Foreign spending in the United States continues its downward spiral. According to recent U.S. Department of Commerce data, visitors to the United States from outside the country fell 17 percent from April 2008 to April 2009, settling at $9.5 billion. In conjunction with struggles in the domestic market, the result is an even greater gap that remains to be filled.
Spending on travel and tourism-related goods and services amounted to $7.4 billion in April, down 17 percent (consistent with the overall result). This consists of such products and services as food, lodging, recreation, gifts, entertainment and travel within the country. Another $2.1 billion came from travel to the United States from other countries. This represents a fall of 18 percent from April of 2008 and a decline of 4 percent from March 2009.

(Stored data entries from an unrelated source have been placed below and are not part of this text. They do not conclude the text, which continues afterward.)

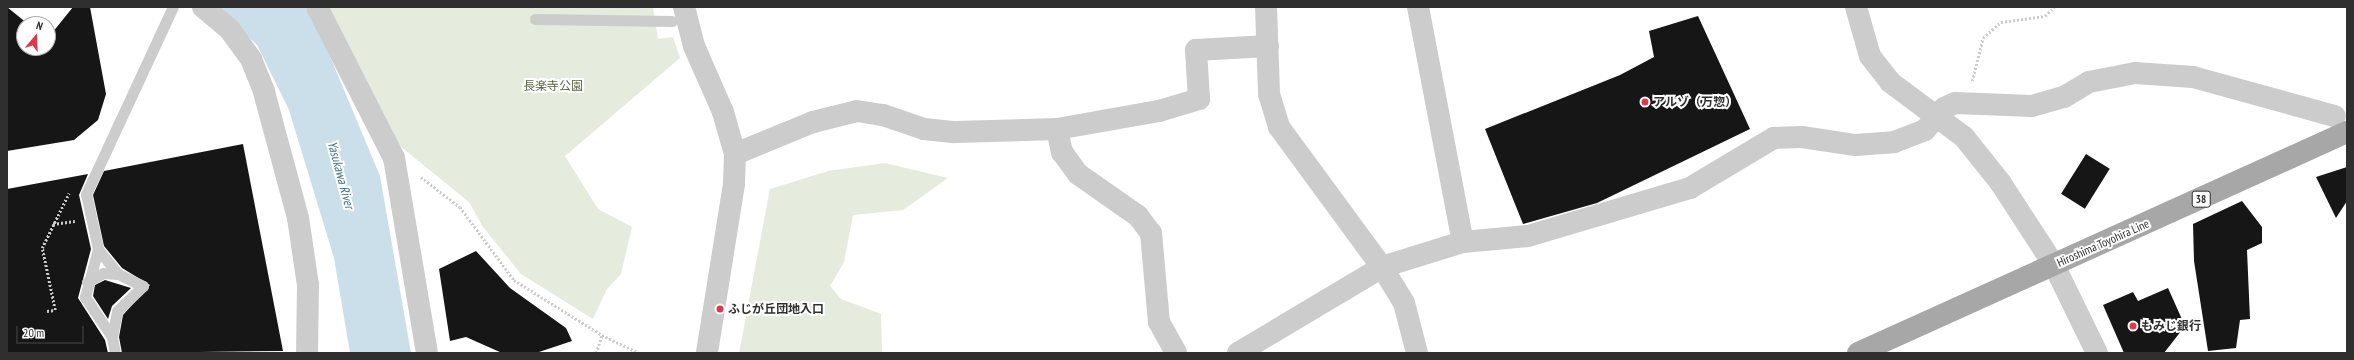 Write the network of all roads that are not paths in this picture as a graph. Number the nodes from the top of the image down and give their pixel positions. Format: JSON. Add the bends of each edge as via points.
{"nodes":[{"id":1,"x":173,"y":7,"type":"edge"},
{"id":2,"x":203,"y":7,"type":"edge"},
{"id":3,"x":317,"y":7,"type":"edge"},
{"id":4,"x":1266,"y":7,"type":"edge"},
{"id":5,"x":1418,"y":7,"type":"edge"},
{"id":6,"x":1856,"y":7,"type":"edge"},
{"id":7,"x":678,"y":14,"type":"edge"},
{"id":8,"x":535,"y":19,"type":"dead end"},
{"id":9,"x":1268,"y":46,"type":"junction"},
{"id":10,"x":1937,"y":116,"type":"junction"},
{"id":11,"x":2341,"y":124,"type":"edge"},
{"id":12,"x":1057,"y":130,"type":"junction"},
{"id":13,"x":734,"y":154,"type":"junction"},
{"id":14,"x":1463,"y":242,"type":"junction"},
{"id":15,"x":98,"y":249,"type":"junction"},
{"id":16,"x":2054,"y":265,"type":"junction"},
{"id":17,"x":1382,"y":267,"type":"junction"},
{"id":18,"x":118,"y":274,"type":"junction"},
{"id":19,"x":87,"y":282,"type":"junction"},
{"id":20,"x":94,"y":312,"type":"junction"},
{"id":21,"x":117,"y":312,"type":"junction"},
{"id":22,"x":112,"y":337,"type":"junction"},
{"id":23,"x":115,"y":353,"type":"edge"},
{"id":24,"x":307,"y":353,"type":"edge"},
{"id":25,"x":427,"y":353,"type":"edge"},
{"id":26,"x":708,"y":353,"type":"edge"},
{"id":27,"x":1176,"y":353,"type":"edge"},
{"id":28,"x":1238,"y":353,"type":"edge"},
{"id":29,"x":1417,"y":353,"type":"edge"},
{"id":30,"x":1858,"y":353,"type":"edge"},
{"id":31,"x":2097,"y":353,"type":"edge"}],
"edges":[{"from":1,"to":15,"type":"lane","via":[[86,194]]},
{"from":2,"to":24,"type":"street","via":[[230,30],[251,59],[264,92],[298,218],[308,285]]},
{"from":3,"to":25,"type":"street","via":[[394,158]]},
{"from":4,"to":9,"type":"street"},
{"from":5,"to":14,"type":"street"},
{"from":6,"to":10,"type":"street","via":[[1870,56],[1890,82]]},
{"from":7,"to":8,"type":"lane"},
{"from":7,"to":13,"type":"street","via":[[723,112]]},
{"from":9,"to":12,"type":"street","via":[[1196,50],[1199,99],[1159,111]]},
{"from":9,"to":17,"type":"street","via":[[1269,94],[1279,127]]},
{"from":10,"to":11,"type":"street","via":[[1954,103],[2032,106],[2064,97],[2090,82],[2135,74],[2193,77]]},
{"from":10,"to":14,"type":"street","via":[[1925,130],[1894,142],[1855,145],[1802,137],[1774,138],[1690,188],[1528,236]]},
{"from":10,"to":16,"type":"street","via":[[1964,137],[2000,182]]},
{"from":11,"to":16,"type":"main road","name":"Hiroshima Toyohira Line","number":"38"},
{"from":12,"to":13,"type":"street","via":[[955,132],[924,129],[883,115],[858,112],[812,122]]},
{"from":12,"to":27,"type":"street","via":[[1062,152],[1078,174],[1138,216],[1151,233],[1156,266],[1157,310]]},
{"from":13,"to":26,"type":"street","via":[[734,184]]},
{"from":14,"to":17,"type":"street"},
{"from":15,"to":18,"type":"lane"},
{"from":15,"to":19,"type":"lane"},
{"from":16,"to":30,"type":"main road","name":"Hiroshima Toyohira Line","number":"38"},
{"from":16,"to":31,"type":"street"},
{"from":17,"to":28,"type":"street"},
{"from":17,"to":29,"type":"street","via":[[1404,303]]},
{"from":18,"to":19,"type":"lane","via":[[103,274]]},
{"from":18,"to":21,"type":"lane","via":[[143,286]]},
{"from":19,"to":20,"type":"lane","via":[[85,297]]},
{"from":20,"to":21,"type":"lane","via":[[107,315]]},
{"from":20,"to":22,"type":"lane"},
{"from":21,"to":22,"type":"lane"},
{"from":22,"to":23,"type":"lane"}]} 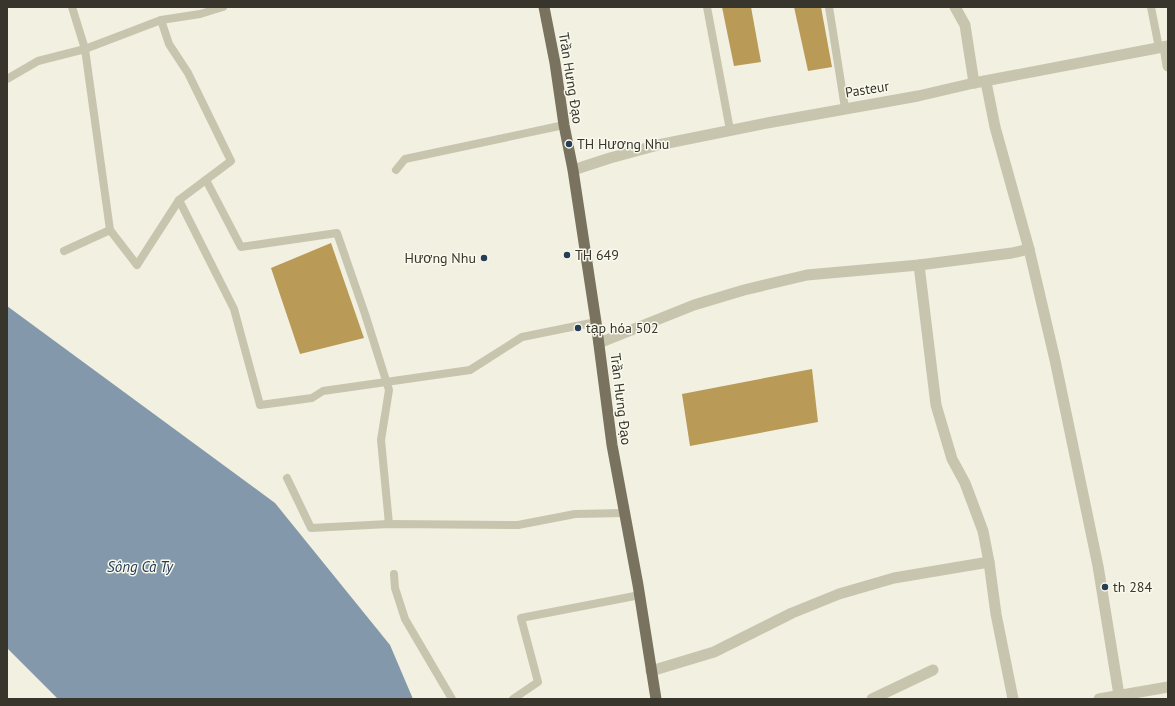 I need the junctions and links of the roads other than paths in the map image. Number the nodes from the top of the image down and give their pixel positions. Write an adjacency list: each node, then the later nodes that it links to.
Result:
1 (72, 7): 10 (lane)
2 (223, 7): 8 (lane)
3 (544, 7): 16 (main road, Trần Hưng Đạo)
4 (707, 7): 17 (lane)
5 (829, 7): 15 (lane)
6 (955, 7): 14 (street)
7 (1152, 7): 9 (lane)
8 (161, 20): 10 (lane); 20 (lane)
9 (1164, 47): 11 (street); 13 (street, Pasteur)
10 (85, 49): 12 (lane); 22 (lane)
11 (1168, 66)
12 (7, 80)
13 (986, 82): 14 (street, Pasteur); 23 (street)
14 (974, 83): 15 (street, Pasteur)
15 (845, 108): 17 (street, Pasteur)
16 (564, 125): 18 (lane); 19 (main road, Trần Hưng Đạo)
17 (730, 130): 19 (street, Pasteur)
18 (396, 170)
19 (573, 170): 26 (main road, Trần Hưng Đạo)
20 (206, 180): 21 (lane); 28 (lane)
21 (180, 200): 22 (lane); 28 (lane)
22 (110, 230): 24 (lane)
23 (1029, 249): 25 (street); 38 (street)
24 (64, 251)
25 (919, 265): 27 (street); 32 (street)
26 (596, 322): 27 (main road, Trần Hưng Đạo); 28 (lane)
27 (599, 343): 30 (main road, Trần Hưng Đạo)
28 (386, 381): 31 (lane)
29 (287, 478): 31 (lane)
30 (624, 513): 31 (lane); 34 (main road, Trần Hưng Đạo)
31 (389, 524)
32 (989, 562): 36 (street); 43 (street)
33 (394, 574): 39 (lane)
34 (640, 595): 36 (main road, Trần Hưng Đạo); 40 (lane)
35 (933, 670): 42 (street)
36 (651, 671): 41 (main road, Trần Hưng Đạo)
37 (1168, 687): 38 (street)
38 (1119, 695): 44 (street)
39 (452, 699)
40 (513, 699)
41 (656, 699)
42 (872, 699)
43 (1013, 699)
44 (1099, 699) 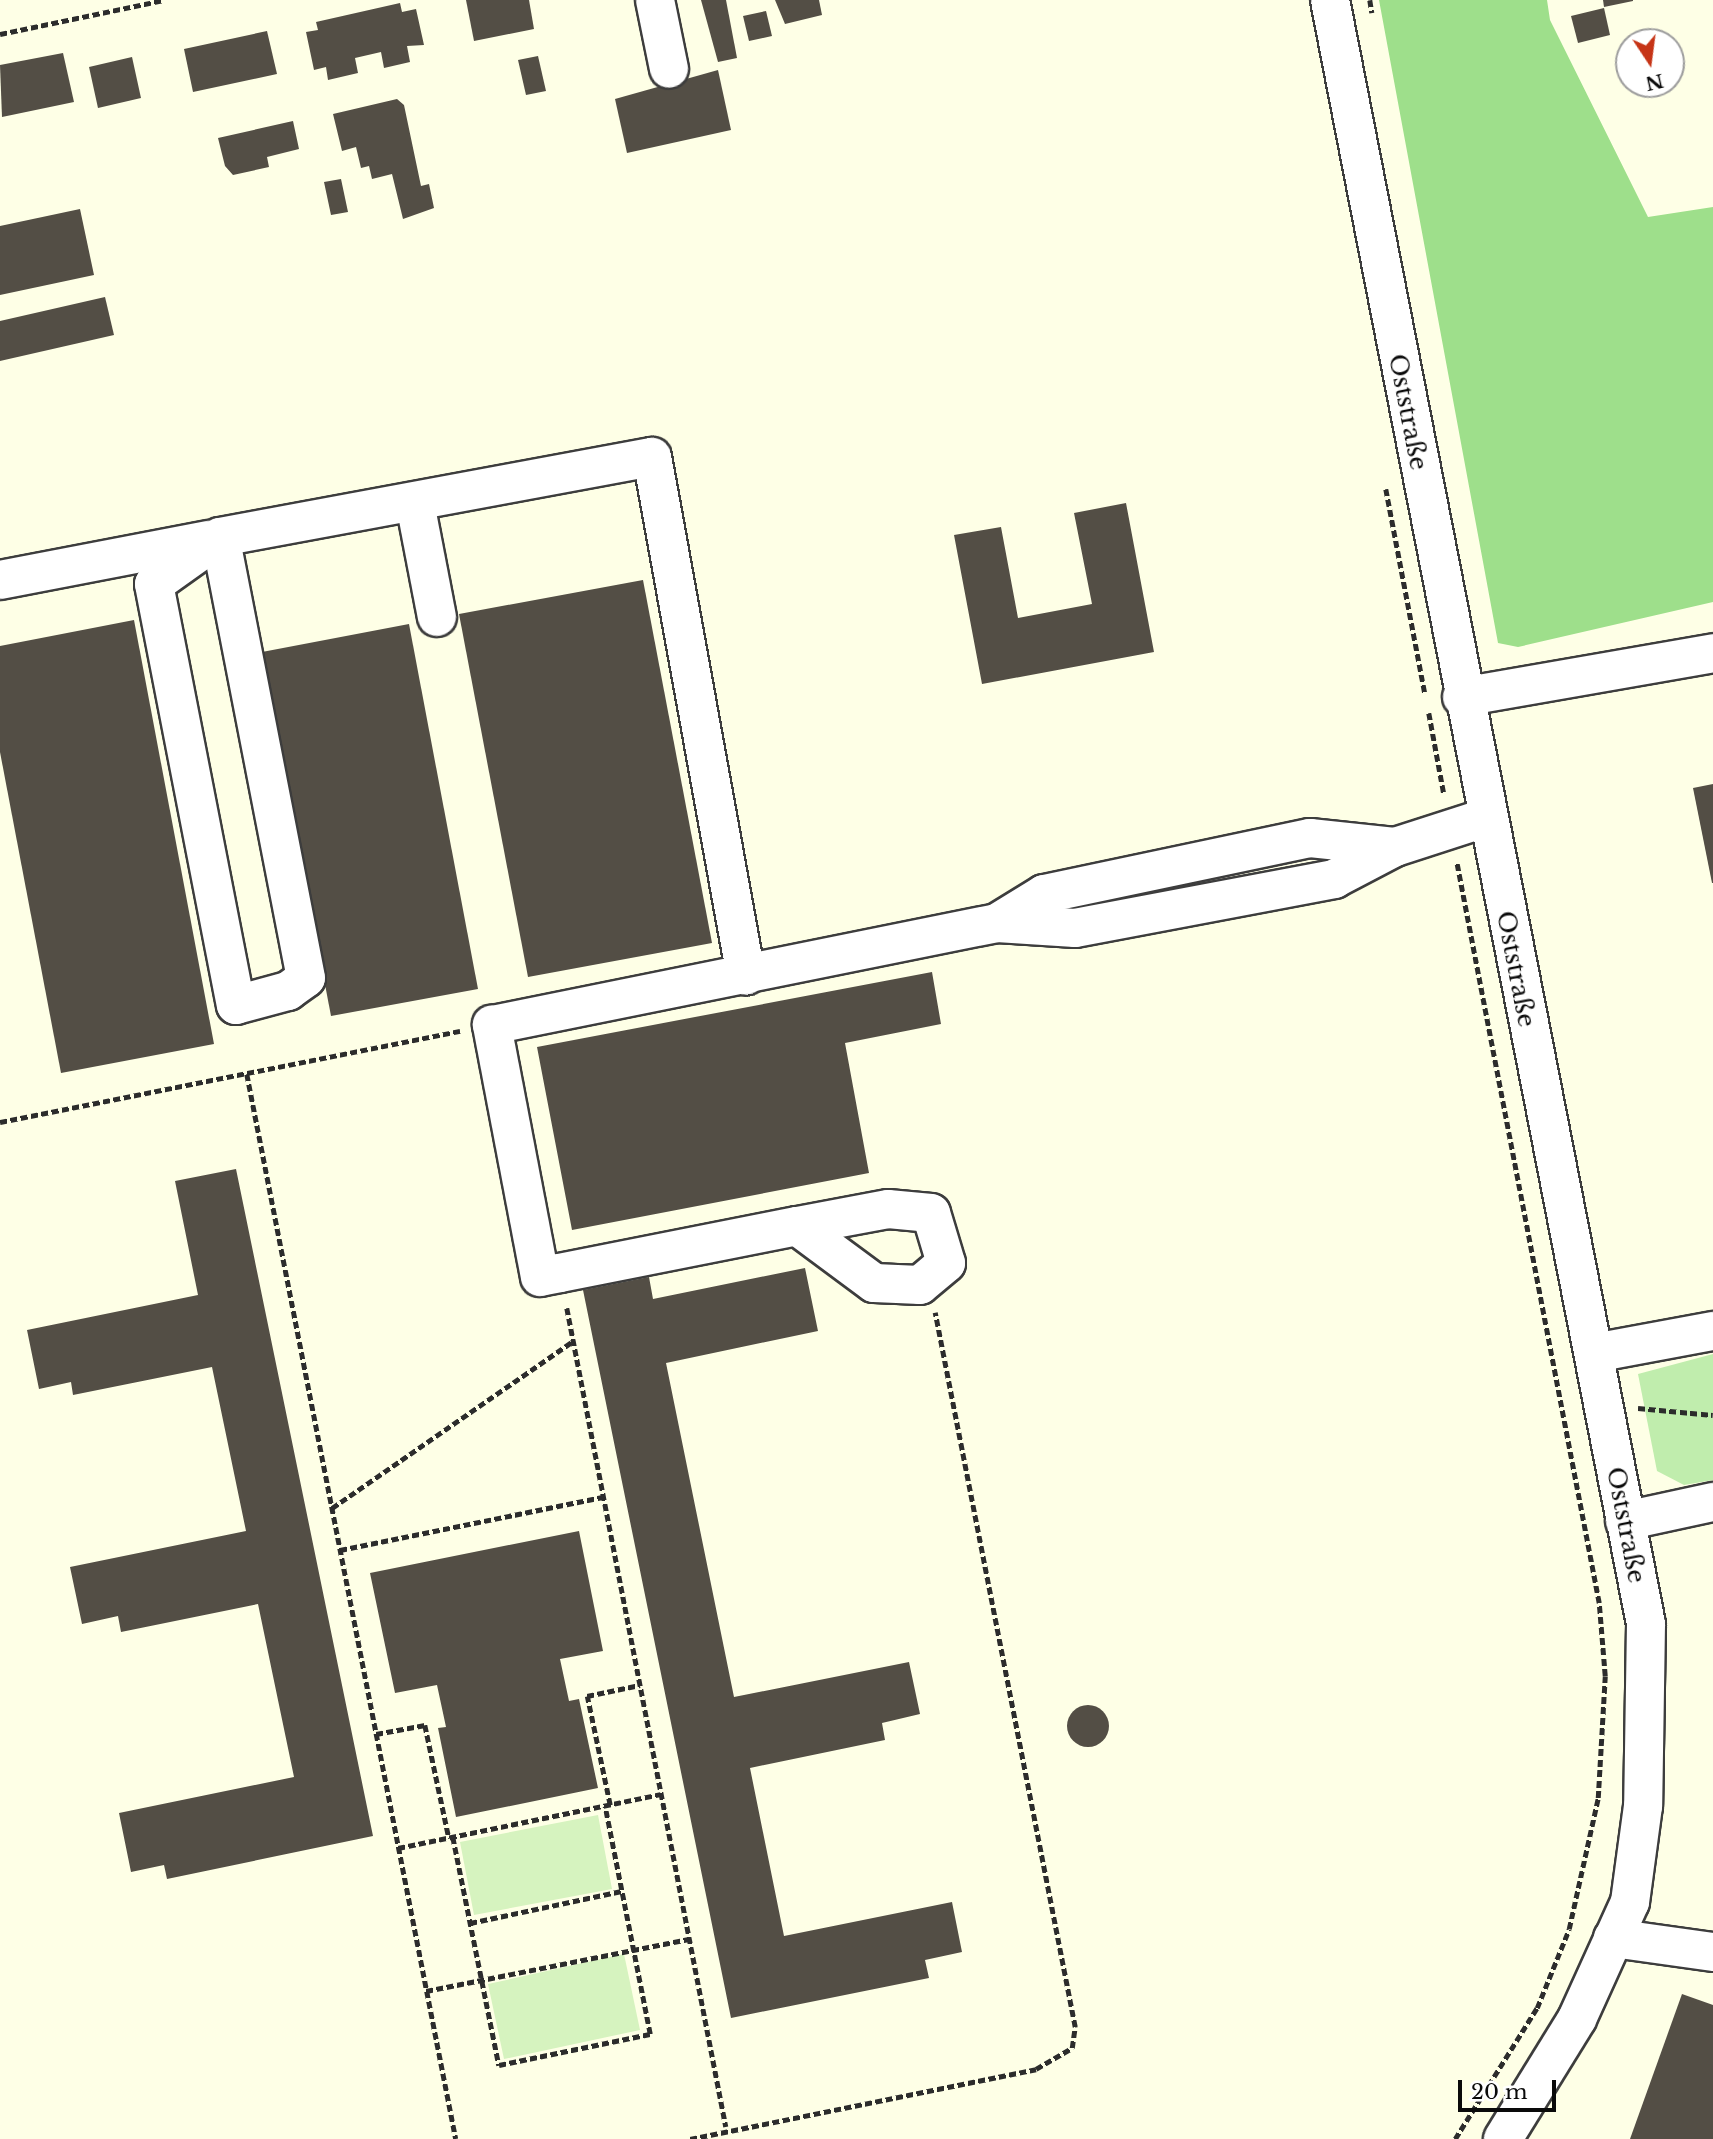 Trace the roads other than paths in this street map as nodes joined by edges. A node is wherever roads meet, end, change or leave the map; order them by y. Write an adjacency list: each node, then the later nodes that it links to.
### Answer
1 (655, 0): 3 (street)
2 (1330, 0): 9 (street, Oststraße)
3 (669, 69)
4 (415, 503): 5 (street); 7 (street); 11 (street)
5 (220, 537): 5 (street); 6 (street)
6 (0, 580)
7 (437, 617)
8 (1713, 653): 9 (street)
9 (1462, 697): 10 (street, Oststraße)
10 (1468, 824): 11 (street); 14 (street, Oststraße)
11 (746, 976): 12 (street)
12 (797, 1226): 12 (street)
13 (1713, 1331): 14 (street)
14 (1594, 1353): 16 (street, Oststraße)
15 (1713, 1502): 16 (street)
16 (1625, 1521): 17 (street, Oststraße)
17 (1613, 1938): 18 (street); 19 (street, Oststraße)
18 (1713, 1952)
19 (1503, 2139)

This is the sixth month in a row in which U.S. travel exports fell relative to the same month the previous year.
- November 2008: -4 percent
- December 2008: -2 percent
- January 2009: -5 percent
- February 2009: -9 percent
- March 2009: -19 percent
- April 2009: -17 percent
While the year-over-year declines softened from March to April, it’s clear that, in general, the slide of U.S. travel exports has accelerated significantly. This trend is also a drastic change from the 60 months of gains that preceded it.
For the year, the situation is dismal, as well. From January through April, U.S. travel exports reached $40.3 billion, which is off 12 percent ($5.7 billion) from the same period in 2008. The United States still has a trade surplus – of $6.4 billion – but it’s down $2.3 billion year-over-year.